“Nature has mysterious infinities and imaginative power. It is always varying the productions it offers to us. The artist himself is one of nature’s means.”
―Paul Gauguin
Seeing Nature showcases modern, postwar, and contemporary works related to being in, looking at, and interacting with nature. These artists represent their personal emotions and associations regarding the natural world; as revealed, the experience can result in a range of feelings, alternately joy, awe, wonder, peace, spiritual resonance, or even fear. As nature also invites introspection, many artists included use nature as a way to deepen into their subjective world. In light of the current climate change crisis as well as cultural and geographical specificity, embracing representations of nature is a way of taking a political stand. As such, this project aims to present a variety of works and media, from works on paper to photography, that are engaged with the experience of nature from Modernism to our contemporary world.
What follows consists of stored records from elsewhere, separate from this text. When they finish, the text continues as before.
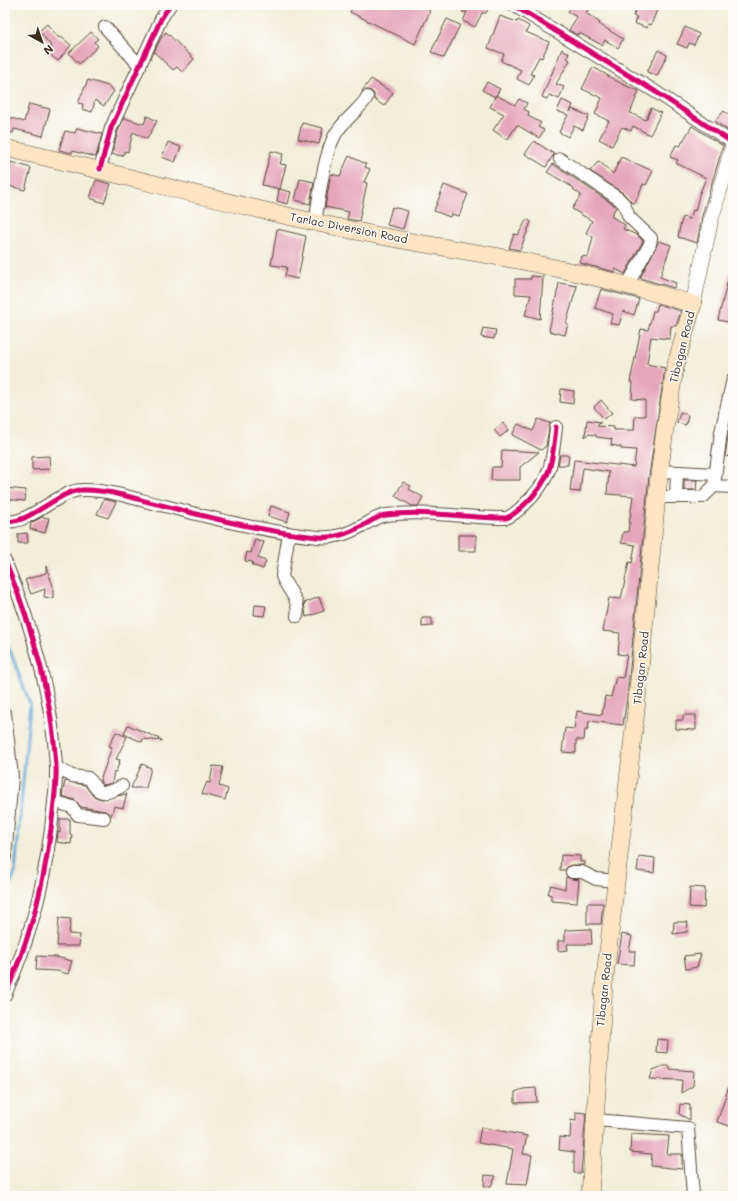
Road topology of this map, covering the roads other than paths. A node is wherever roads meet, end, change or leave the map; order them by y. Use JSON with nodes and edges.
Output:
{"nodes":[{"id":1,"x":170,"y":5,"type":"edge"},
{"id":2,"x":513,"y":5,"type":"edge"},
{"id":3,"x":105,"y":27,"type":"dead end"},
{"id":4,"x":140,"y":66,"type":"junction"},
{"id":5,"x":367,"y":97,"type":"dead end"},
{"id":6,"x":733,"y":145,"type":"edge"},
{"id":7,"x":5,"y":148,"type":"edge"},
{"id":8,"x":560,"y":159,"type":"dead end"},
{"id":9,"x":100,"y":169,"type":"junction"},
{"id":10,"x":315,"y":222,"type":"junction"},
{"id":11,"x":628,"y":284,"type":"junction"},
{"id":12,"x":693,"y":304,"type":"junction"},
{"id":13,"x":733,"y":378,"type":"edge"},
{"id":14,"x":556,"y":427,"type":"dead end"},
{"id":15,"x":660,"y":470,"type":"junction"},
{"id":16,"x":677,"y":472,"type":"junction"},
{"id":17,"x":715,"y":480,"type":"junction"},
{"id":18,"x":733,"y":487,"type":"edge"},
{"id":19,"x":658,"y":497,"type":"junction"},
{"id":20,"x":676,"y":497,"type":"junction"},
{"id":21,"x":5,"y":521,"type":"edge"},
{"id":22,"x":289,"y":533,"type":"junction"},
{"id":23,"x":5,"y":561,"type":"edge"},
{"id":24,"x":297,"y":616,"type":"dead end"},
{"id":25,"x":5,"y":714,"type":"edge"},
{"id":26,"x":56,"y":767,"type":"junction"},
{"id":27,"x":122,"y":786,"type":"dead end"},
{"id":28,"x":54,"y":801,"type":"junction"},
{"id":29,"x":104,"y":818,"type":"dead end"},
{"id":30,"x":5,"y":857,"type":"edge"},
{"id":31,"x":572,"y":872,"type":"dead end"},
{"id":32,"x":615,"y":881,"type":"junction"},
{"id":33,"x":5,"y":994,"type":"edge"},
{"id":34,"x":596,"y":1120,"type":"junction"},
{"id":35,"x":590,"y":1196,"type":"edge"},
{"id":36,"x":693,"y":1196,"type":"edge"}],
"edges":[{"from":1,"to":4,"type":"street"},
{"from":2,"to":6,"type":"street"},
{"from":3,"to":4,"type":"street"},
{"from":4,"to":9,"type":"street"},
{"from":5,"to":10,"type":"street"},
{"from":6,"to":12,"type":"street","name":"Tibagan Road"},
{"from":7,"to":9,"type":"main road","name":"Tarlac Diversion Road"},
{"from":8,"to":11,"type":"street"},
{"from":9,"to":10,"type":"main road","name":"Tarlac Diversion Road"},
{"from":10,"to":11,"type":"main road","name":"Tarlac Diversion Road"},
{"from":11,"to":12,"type":"main road","name":"Tarlac Diversion Road"},
{"from":12,"to":15,"type":"main road","name":"Tibagan Road"},
{"from":13,"to":17,"type":"street"},
{"from":14,"to":22,"type":"street"},
{"from":15,"to":16,"type":"street"},
{"from":15,"to":19,"type":"main road","name":"Tibagan Road"},
{"from":16,"to":17,"type":"street"},
{"from":16,"to":20,"type":"street"},
{"from":17,"to":18,"type":"street"},
{"from":17,"to":20,"type":"street"},
{"from":19,"to":20,"type":"street"},
{"from":19,"to":32,"type":"main road","name":"Tibagan Road"},
{"from":21,"to":22,"type":"street"},
{"from":22,"to":24,"type":"street"},
{"from":23,"to":26,"type":"street"},
{"from":25,"to":30,"type":"street"},
{"from":26,"to":27,"type":"street"},
{"from":26,"to":28,"type":"street"},
{"from":28,"to":29,"type":"street"},
{"from":28,"to":33,"type":"street"},
{"from":31,"to":32,"type":"street"},
{"from":32,"to":34,"type":"main road","name":"Tibagan Road"},
{"from":34,"to":35,"type":"main road","name":"Tibagan Road"},
{"from":34,"to":36,"type":"street"}]}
Depictions of nature are inextricable from the purpose of art to reflect on beauty, justice, and humankind. However, it was only with Romanticism and, on its heels, Impressionism, that artists’ personal emotions and subjectivities regarding nature came into play. Impressionism was inspired by the joy of being in nature and sought to elevate the genre; the movement is marked by an emphasis on painting en plein air with spontaneous, rapid brushstrokes in order to capture the changing effects of light and color. Paul Gauguin is particularly notable in that while he started out painting as an Impressionist, he ultimately shifted to use color expressively in his landscapes. He was an important precursor for Modernism, and postwar painting in North America is predominantly characterized by abstraction inspired by nature. Joan Mitchell, one of the artists included in this project and an exponent of the second generation of Abstract Expressionism, stated: “I paint from remembered landscapes that I carry with me—and remembered feelings of them, which of course become transformed.”
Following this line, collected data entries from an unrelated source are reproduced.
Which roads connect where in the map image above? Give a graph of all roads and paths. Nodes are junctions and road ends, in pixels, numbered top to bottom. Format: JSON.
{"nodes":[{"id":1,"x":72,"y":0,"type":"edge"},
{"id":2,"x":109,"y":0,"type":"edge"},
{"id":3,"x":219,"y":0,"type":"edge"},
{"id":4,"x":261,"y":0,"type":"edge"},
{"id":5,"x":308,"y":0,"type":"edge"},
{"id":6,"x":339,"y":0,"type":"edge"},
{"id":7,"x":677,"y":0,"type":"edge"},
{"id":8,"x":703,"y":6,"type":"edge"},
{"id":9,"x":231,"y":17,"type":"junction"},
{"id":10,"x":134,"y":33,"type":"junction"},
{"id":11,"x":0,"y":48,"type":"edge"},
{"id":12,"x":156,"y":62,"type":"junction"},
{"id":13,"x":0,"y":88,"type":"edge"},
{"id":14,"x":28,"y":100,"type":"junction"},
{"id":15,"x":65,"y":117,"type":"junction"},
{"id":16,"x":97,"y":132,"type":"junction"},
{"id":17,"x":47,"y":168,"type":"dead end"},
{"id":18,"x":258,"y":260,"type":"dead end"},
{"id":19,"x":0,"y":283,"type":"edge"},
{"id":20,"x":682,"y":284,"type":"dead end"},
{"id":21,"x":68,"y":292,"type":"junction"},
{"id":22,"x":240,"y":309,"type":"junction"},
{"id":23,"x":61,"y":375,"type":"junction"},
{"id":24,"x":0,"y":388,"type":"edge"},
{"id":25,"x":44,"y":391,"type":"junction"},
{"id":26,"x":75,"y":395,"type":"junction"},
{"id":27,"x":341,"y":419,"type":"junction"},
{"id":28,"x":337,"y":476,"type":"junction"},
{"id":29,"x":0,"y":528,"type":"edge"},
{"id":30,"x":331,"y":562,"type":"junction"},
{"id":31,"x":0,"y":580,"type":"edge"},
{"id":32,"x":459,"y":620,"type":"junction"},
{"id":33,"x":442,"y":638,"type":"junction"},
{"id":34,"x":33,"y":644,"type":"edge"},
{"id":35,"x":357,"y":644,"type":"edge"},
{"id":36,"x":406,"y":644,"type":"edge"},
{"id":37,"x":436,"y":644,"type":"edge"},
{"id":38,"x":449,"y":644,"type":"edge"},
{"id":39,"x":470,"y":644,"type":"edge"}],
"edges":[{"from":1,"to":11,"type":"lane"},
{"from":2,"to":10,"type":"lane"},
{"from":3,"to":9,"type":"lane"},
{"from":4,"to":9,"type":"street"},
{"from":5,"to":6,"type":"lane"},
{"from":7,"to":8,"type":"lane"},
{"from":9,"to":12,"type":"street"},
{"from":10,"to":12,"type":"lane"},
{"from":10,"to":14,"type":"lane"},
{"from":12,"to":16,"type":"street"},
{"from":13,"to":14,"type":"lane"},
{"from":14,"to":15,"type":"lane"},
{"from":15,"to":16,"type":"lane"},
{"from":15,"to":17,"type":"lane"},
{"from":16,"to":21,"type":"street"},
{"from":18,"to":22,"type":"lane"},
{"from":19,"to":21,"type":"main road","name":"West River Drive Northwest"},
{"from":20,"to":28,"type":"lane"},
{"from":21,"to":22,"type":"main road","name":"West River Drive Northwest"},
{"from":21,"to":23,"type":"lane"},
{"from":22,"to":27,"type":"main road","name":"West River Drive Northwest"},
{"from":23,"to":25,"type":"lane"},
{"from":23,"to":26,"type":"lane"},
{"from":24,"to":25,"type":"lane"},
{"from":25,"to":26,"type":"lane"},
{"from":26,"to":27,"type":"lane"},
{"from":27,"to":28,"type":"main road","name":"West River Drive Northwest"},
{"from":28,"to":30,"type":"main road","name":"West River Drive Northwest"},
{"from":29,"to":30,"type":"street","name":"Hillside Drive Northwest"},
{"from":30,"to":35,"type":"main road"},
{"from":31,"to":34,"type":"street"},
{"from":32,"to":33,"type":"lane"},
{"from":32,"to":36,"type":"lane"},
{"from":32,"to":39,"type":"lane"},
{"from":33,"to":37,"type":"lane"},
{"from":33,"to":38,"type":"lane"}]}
Artists’ depictions of their experience in nature continue to have a political dimension. While Ansel Adams was so fervently passionate concerning nature’s beauty his experiences bordered on spiritual, his work also has a political component in that he captured dwindling areas of wilderness in order to extol his fellow Americans to protect and preserve the landscape he so loved. The work of other artists is also a statement regarding the difficulty of mediating one’s identity with regard to gender, identity, and sexuality, while still rooted in nature. For instance, Bryson Rand, believes that “…there’s a connection between the incredible beauty and strength the planet holds and that queer people hold and historically have been able to maintain despite whatever sort of nonsense was happening around them.”
As this online viewing room reveals, artistically, human subjectivity concerning nature has a broad range. While some artists carry on the modernist legacy of representing their delight and love for nature, others utilize the representation of nature as a way to explore identity in today’s world. Ansel Adams perhaps sums up the aims of Seeing Nature best: “The moods and qualities of nature and the revelations of great art are equally difficult to define; we can grasp them only in the depths of our perceptive spirit.”